Pero ese mismo año (el 15 de abril) fallecía en Lausanne Doña Victoria Eugenia, esposa de Alfonso XIII. En un codicilo hológrafo añadido a su testamento puede leerse que diferentes joyas que su esposo le había dejado en usufructo deben pasar a su hijo Don Juan y, de éste, a su nieto Don Juan Carlos. En la relación de tales alhajas aparece nombrado de modo explícito un broche de brillantes del cual pende una perla llamada La Peregrina. Hay que tener en cuenta que Eugenia de Montijo había sido madrina de Doña Victoria Eugenia, a la que obsequió con valiosas joyas (aunque no esté documentado que entre ellas se hallase la famosa perla), la más célebre de las cuales es un collar de esmeraldas que hoy pertenece a Farah Diba. A mayor abundamiento, al inventariar en 1929 las joyas reales a la muerte de Doña María Cris­ti­na, inventa­rio reali­zado por Celesti­no de Ansorena (joyero madrileño que sigue te­niendo su sede en la calle de Alcalá y que sería el orfebre predilec­to de la Real Casa), aparece catalogada una perla cuya des­cripción con­cuerda puntualmente con la efectuada líneas más atrás. En estos datos se basan ciertos cronistas para afirmar que La Peregrina nunca salió de España, soste­niendo su aserto en el hecho incues­tionable de que Doña Sofía ha lucido una perla de idénticas caracte­rísti­cas en diferentes actos oficia­les, el más conocido de las cuales tuvo lugar al 14 de mayo de 1987, en que se cumplía el vigésimo quinto ani­versario de su matrimonio con Don Juan Carlos.

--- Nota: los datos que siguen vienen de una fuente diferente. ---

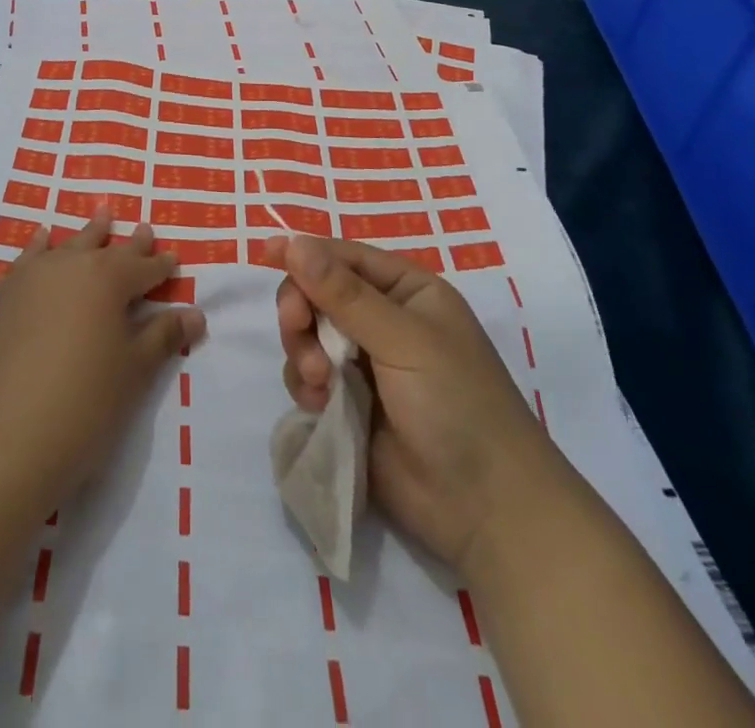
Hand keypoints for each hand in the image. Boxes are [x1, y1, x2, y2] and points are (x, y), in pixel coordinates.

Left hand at [0, 209, 206, 517]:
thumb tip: (194, 313)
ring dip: (84, 236)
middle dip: (126, 242)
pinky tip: (41, 243)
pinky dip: (38, 249)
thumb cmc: (82, 405)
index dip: (160, 266)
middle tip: (142, 228)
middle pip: (102, 248)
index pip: (141, 267)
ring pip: (63, 247)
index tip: (173, 258)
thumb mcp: (133, 373)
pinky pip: (25, 263)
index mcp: (105, 280)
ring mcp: (25, 281)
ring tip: (99, 216)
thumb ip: (162, 337)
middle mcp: (65, 267)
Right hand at [273, 233, 560, 572]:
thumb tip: (294, 242)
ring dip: (303, 353)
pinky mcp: (348, 404)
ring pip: (307, 336)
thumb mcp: (404, 340)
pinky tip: (324, 406)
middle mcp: (383, 321)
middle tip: (296, 328)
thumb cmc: (458, 406)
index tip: (267, 253)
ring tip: (322, 383)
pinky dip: (307, 386)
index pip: (345, 258)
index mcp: (407, 292)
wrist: (486, 512)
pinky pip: (307, 377)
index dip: (306, 254)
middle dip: (302, 311)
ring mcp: (364, 365)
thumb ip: (344, 294)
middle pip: (317, 294)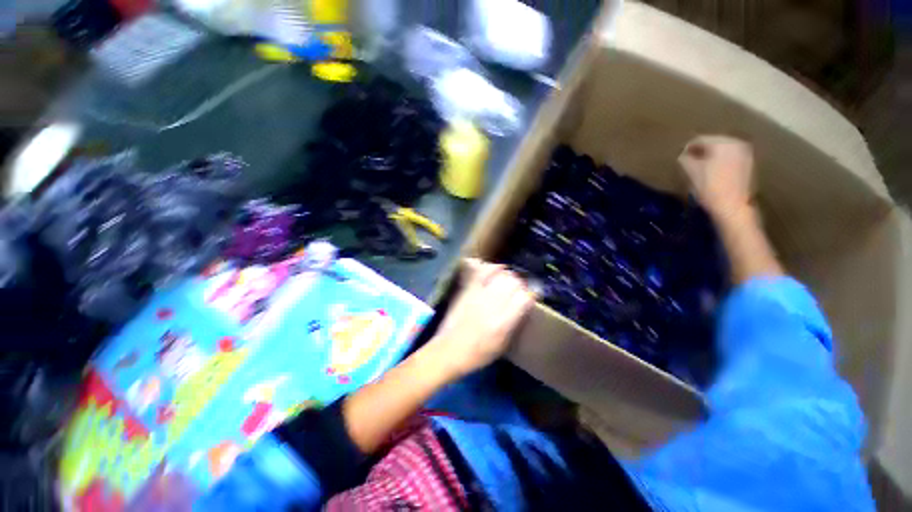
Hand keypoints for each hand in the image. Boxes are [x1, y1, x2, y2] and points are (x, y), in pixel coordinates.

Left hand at [425, 259, 534, 379]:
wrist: (448, 350)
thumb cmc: (478, 354)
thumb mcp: (502, 345)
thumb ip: (514, 323)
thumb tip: (523, 306)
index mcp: (503, 323)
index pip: (524, 298)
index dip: (531, 295)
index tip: (532, 296)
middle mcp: (492, 305)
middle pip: (513, 283)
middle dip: (520, 284)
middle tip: (519, 290)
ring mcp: (478, 295)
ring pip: (500, 275)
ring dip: (508, 276)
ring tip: (508, 280)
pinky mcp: (467, 290)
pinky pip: (482, 272)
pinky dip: (491, 268)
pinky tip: (495, 270)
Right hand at [678, 135, 754, 219]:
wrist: (733, 206)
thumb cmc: (710, 187)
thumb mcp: (692, 172)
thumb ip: (686, 159)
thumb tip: (683, 154)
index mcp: (722, 143)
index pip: (701, 139)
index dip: (688, 146)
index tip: (680, 155)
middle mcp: (736, 143)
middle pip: (714, 142)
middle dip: (701, 149)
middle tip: (689, 159)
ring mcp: (745, 152)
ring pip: (723, 148)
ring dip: (711, 154)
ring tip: (701, 164)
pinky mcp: (748, 162)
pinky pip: (730, 155)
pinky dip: (720, 159)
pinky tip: (713, 169)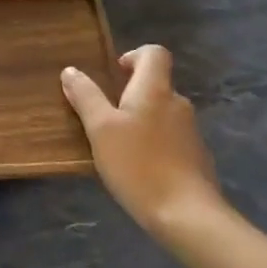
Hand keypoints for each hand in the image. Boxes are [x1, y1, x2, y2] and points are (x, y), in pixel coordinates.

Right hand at [62, 45, 226, 234]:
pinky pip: (169, 137)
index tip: (114, 74)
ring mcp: (190, 131)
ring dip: (140, 120)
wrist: (187, 214)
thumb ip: (86, 97)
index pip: (154, 53)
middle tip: (104, 116)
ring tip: (116, 146)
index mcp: (155, 89)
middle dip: (130, 94)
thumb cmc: (138, 164)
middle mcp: (177, 103)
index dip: (134, 55)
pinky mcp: (195, 157)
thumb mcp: (101, 129)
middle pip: (156, 84)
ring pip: (161, 113)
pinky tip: (137, 168)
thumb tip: (71, 71)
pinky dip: (152, 143)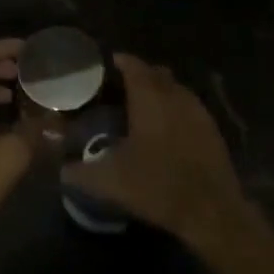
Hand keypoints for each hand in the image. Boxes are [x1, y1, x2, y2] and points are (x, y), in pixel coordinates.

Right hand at [61, 54, 251, 252]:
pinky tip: (165, 132)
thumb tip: (61, 171)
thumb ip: (79, 173)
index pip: (132, 65)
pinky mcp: (212, 130)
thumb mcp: (109, 181)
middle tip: (118, 89)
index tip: (103, 66)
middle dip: (138, 75)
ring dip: (159, 92)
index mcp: (148, 96)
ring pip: (174, 89)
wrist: (212, 212)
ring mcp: (197, 111)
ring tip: (141, 109)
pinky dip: (175, 110)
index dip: (118, 62)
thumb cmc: (157, 185)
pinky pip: (189, 108)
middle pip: (155, 73)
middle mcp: (174, 95)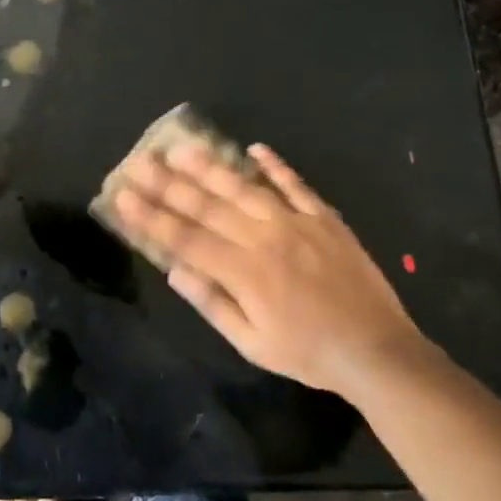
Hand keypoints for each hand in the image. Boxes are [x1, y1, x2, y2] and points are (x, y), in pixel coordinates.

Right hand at [112, 142, 430, 401]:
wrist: (378, 351)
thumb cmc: (308, 354)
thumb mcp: (253, 344)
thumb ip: (212, 304)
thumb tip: (173, 270)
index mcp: (244, 272)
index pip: (185, 238)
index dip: (151, 216)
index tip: (122, 196)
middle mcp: (264, 238)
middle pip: (207, 205)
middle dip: (168, 183)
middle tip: (139, 161)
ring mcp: (296, 223)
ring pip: (244, 187)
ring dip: (210, 166)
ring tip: (182, 146)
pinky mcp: (323, 218)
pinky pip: (294, 185)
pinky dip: (274, 166)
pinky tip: (254, 148)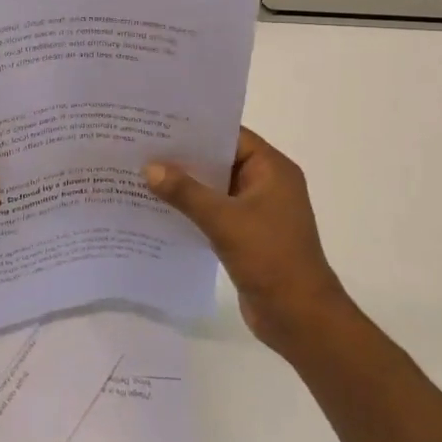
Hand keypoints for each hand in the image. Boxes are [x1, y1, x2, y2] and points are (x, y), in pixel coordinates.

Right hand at [145, 128, 345, 350]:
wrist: (300, 318)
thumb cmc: (270, 258)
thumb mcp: (224, 221)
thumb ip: (186, 192)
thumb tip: (150, 167)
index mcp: (272, 170)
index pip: (230, 136)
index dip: (196, 128)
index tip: (158, 123)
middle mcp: (266, 184)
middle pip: (219, 160)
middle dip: (184, 156)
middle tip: (142, 146)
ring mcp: (256, 211)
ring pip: (214, 187)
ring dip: (184, 184)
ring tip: (142, 173)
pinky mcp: (245, 235)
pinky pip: (213, 212)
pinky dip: (190, 208)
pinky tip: (158, 208)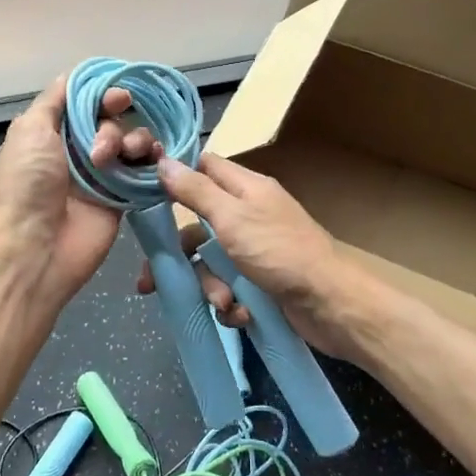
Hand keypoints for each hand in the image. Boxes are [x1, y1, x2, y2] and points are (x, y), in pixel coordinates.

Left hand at [0, 76, 148, 300]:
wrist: (35, 249)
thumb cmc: (26, 185)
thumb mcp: (29, 130)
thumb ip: (54, 100)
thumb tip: (73, 76)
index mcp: (49, 134)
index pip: (84, 103)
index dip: (102, 95)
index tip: (116, 97)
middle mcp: (76, 152)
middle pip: (110, 120)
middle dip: (112, 123)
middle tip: (105, 143)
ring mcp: (101, 176)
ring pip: (131, 141)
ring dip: (131, 141)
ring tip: (116, 159)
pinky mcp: (122, 198)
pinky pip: (144, 170)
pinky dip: (152, 160)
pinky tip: (152, 160)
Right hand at [139, 153, 368, 358]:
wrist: (331, 305)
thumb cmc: (279, 252)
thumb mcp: (232, 217)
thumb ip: (196, 191)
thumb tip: (163, 160)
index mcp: (245, 189)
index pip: (203, 168)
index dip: (174, 178)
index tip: (144, 197)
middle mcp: (249, 214)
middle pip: (199, 226)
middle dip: (182, 256)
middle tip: (151, 281)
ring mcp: (257, 250)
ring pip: (212, 263)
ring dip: (211, 287)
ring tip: (223, 303)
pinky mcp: (263, 282)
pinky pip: (231, 288)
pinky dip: (232, 304)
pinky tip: (241, 314)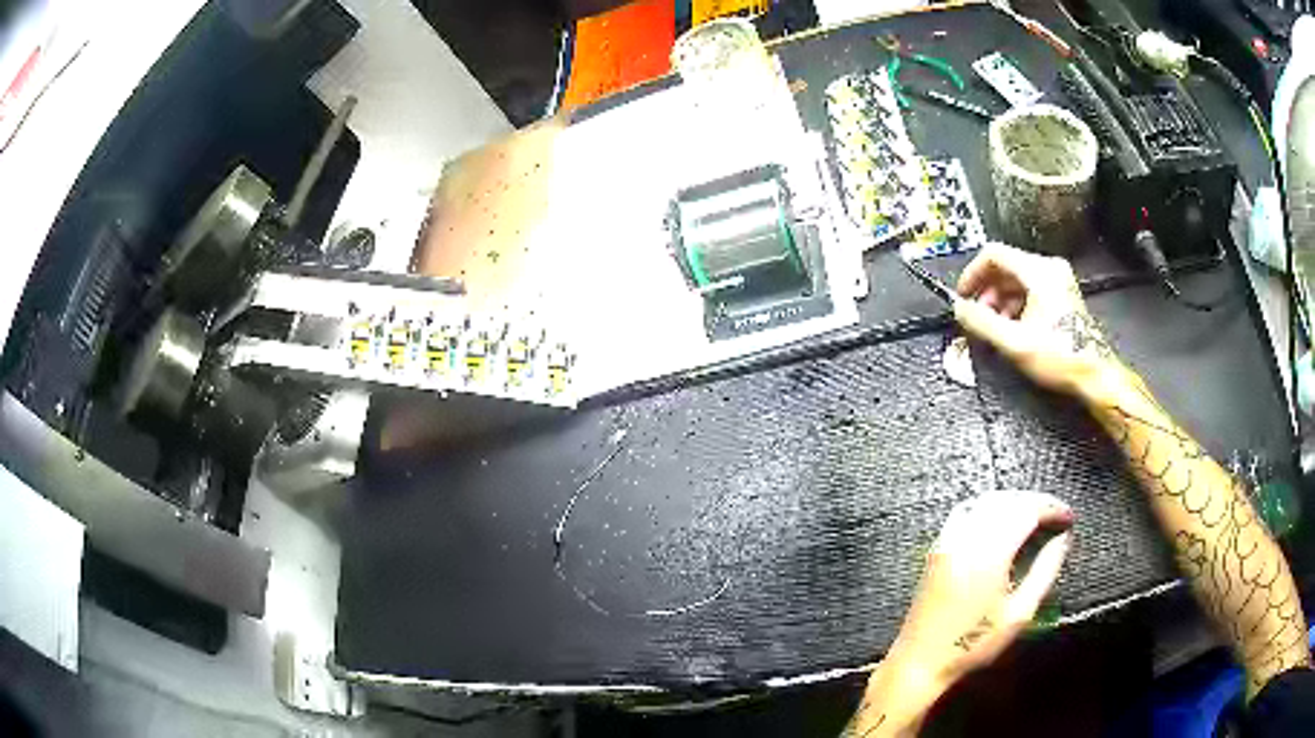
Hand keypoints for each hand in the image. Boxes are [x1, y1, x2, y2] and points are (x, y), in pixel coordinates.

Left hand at [864, 490, 1073, 732]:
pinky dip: (989, 506)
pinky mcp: (937, 547)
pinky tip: (1002, 520)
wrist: (921, 660)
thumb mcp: (1019, 614)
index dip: (1051, 508)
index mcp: (988, 554)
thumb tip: (1063, 538)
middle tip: (1056, 515)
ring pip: (986, 501)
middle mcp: (966, 538)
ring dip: (1014, 501)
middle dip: (1036, 502)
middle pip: (1007, 500)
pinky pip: (966, 510)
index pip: (1026, 511)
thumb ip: (1045, 570)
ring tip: (1036, 516)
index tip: (1069, 518)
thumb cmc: (974, 643)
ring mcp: (947, 539)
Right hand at [952, 243, 1123, 401]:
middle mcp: (1050, 268)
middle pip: (1005, 266)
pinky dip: (1014, 303)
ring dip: (999, 299)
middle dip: (986, 291)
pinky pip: (1029, 288)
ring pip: (1016, 278)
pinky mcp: (1062, 294)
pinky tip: (1011, 327)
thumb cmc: (1062, 357)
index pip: (993, 254)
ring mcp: (1058, 280)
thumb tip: (959, 309)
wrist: (1094, 375)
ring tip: (993, 326)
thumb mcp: (1014, 342)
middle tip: (977, 316)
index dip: (972, 274)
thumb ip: (981, 322)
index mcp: (1039, 271)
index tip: (963, 295)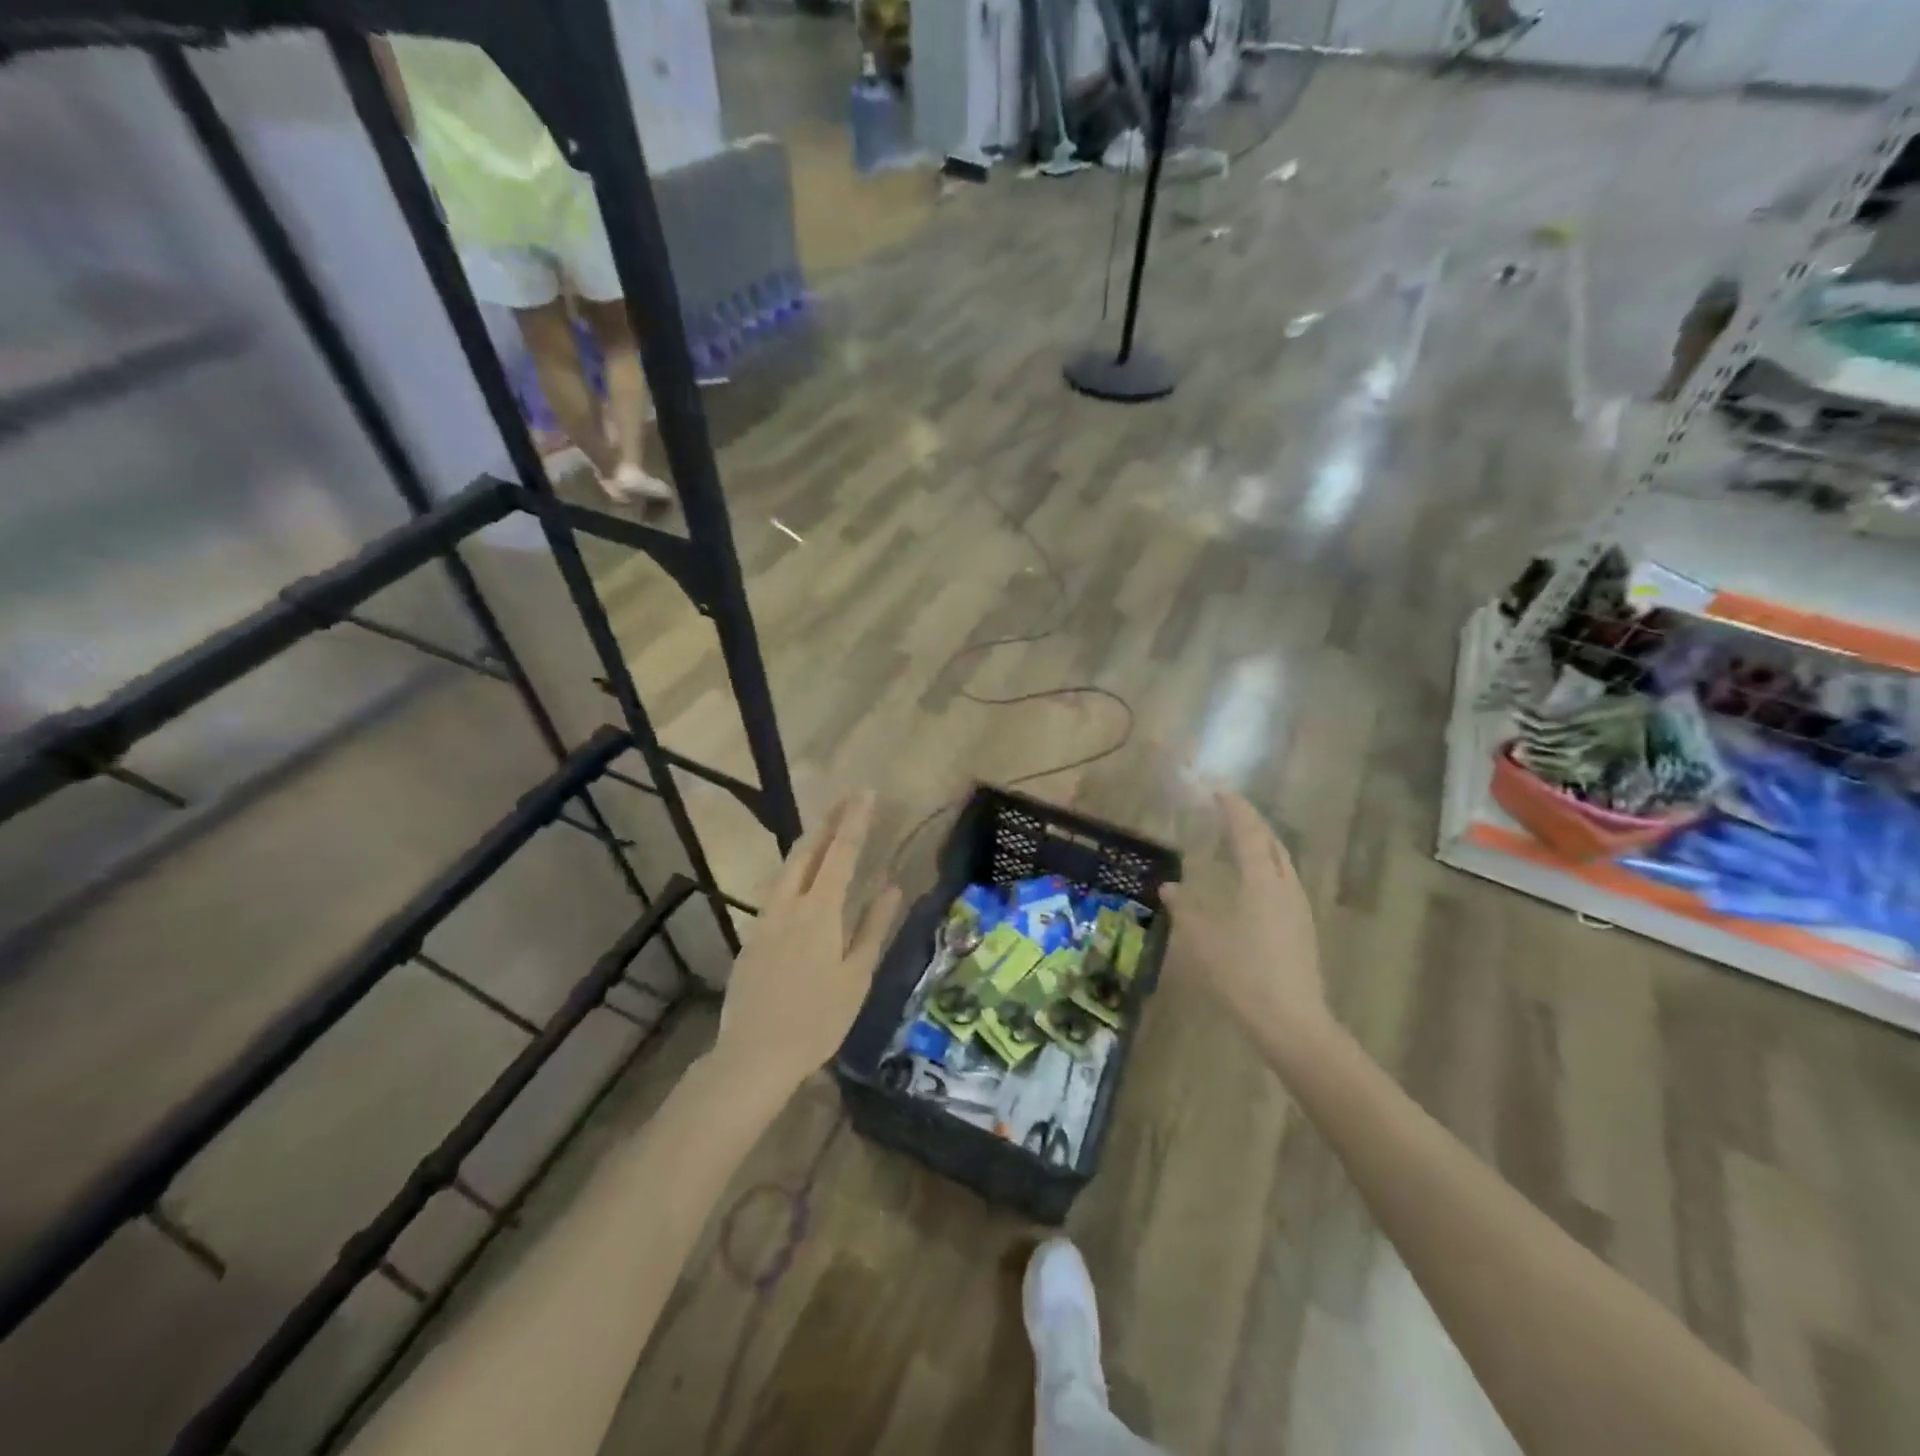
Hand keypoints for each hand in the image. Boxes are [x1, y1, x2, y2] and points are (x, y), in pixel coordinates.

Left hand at [712, 791, 901, 1095]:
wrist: (753, 1056)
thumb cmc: (816, 1021)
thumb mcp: (856, 978)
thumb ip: (873, 927)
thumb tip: (891, 886)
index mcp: (819, 912)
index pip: (840, 853)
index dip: (854, 821)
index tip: (866, 794)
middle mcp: (788, 905)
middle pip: (807, 850)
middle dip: (827, 820)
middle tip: (846, 799)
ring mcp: (765, 920)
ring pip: (787, 868)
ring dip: (807, 842)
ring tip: (824, 828)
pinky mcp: (752, 937)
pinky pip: (776, 890)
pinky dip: (794, 870)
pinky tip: (801, 878)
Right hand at [1162, 791, 1331, 1066]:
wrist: (1291, 1022)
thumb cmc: (1241, 974)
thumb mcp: (1201, 939)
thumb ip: (1185, 908)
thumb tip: (1170, 887)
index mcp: (1261, 881)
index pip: (1247, 832)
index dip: (1233, 809)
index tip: (1218, 790)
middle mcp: (1284, 886)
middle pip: (1271, 842)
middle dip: (1251, 822)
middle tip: (1229, 810)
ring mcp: (1298, 908)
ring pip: (1281, 862)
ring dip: (1262, 844)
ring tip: (1241, 840)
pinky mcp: (1302, 928)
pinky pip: (1283, 881)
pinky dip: (1267, 867)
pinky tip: (1254, 882)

El benevolente lector puede elegir la versión que mejor le cumpla. Pero quizá lo más llamativo resida en comprobar como, partiendo de una de las incuestio­nables obras maestras del teatro cantado de todos los tiempos, se puede finalizar en dimes y diretes propios del  Hola! u otras publicaciones análo­gas. Y es que la ópera tiene estas para­dojas.

José Luis Téllez


    [1] Los Autos de Fé documentados en los días de Isabel de Valois (y probablemente presenciados por ella) se realizan en Valladolid (1559), Toledo (1560) y Barcelona (1564). En el de Toledo se llega a quemar vivas hasta a once personas.

    [2] En este grupo se hallaba el día del estreno el entonces jovencísimo Victor Maurel, para quien Verdi escribiría más tarde Iago y Falstaff.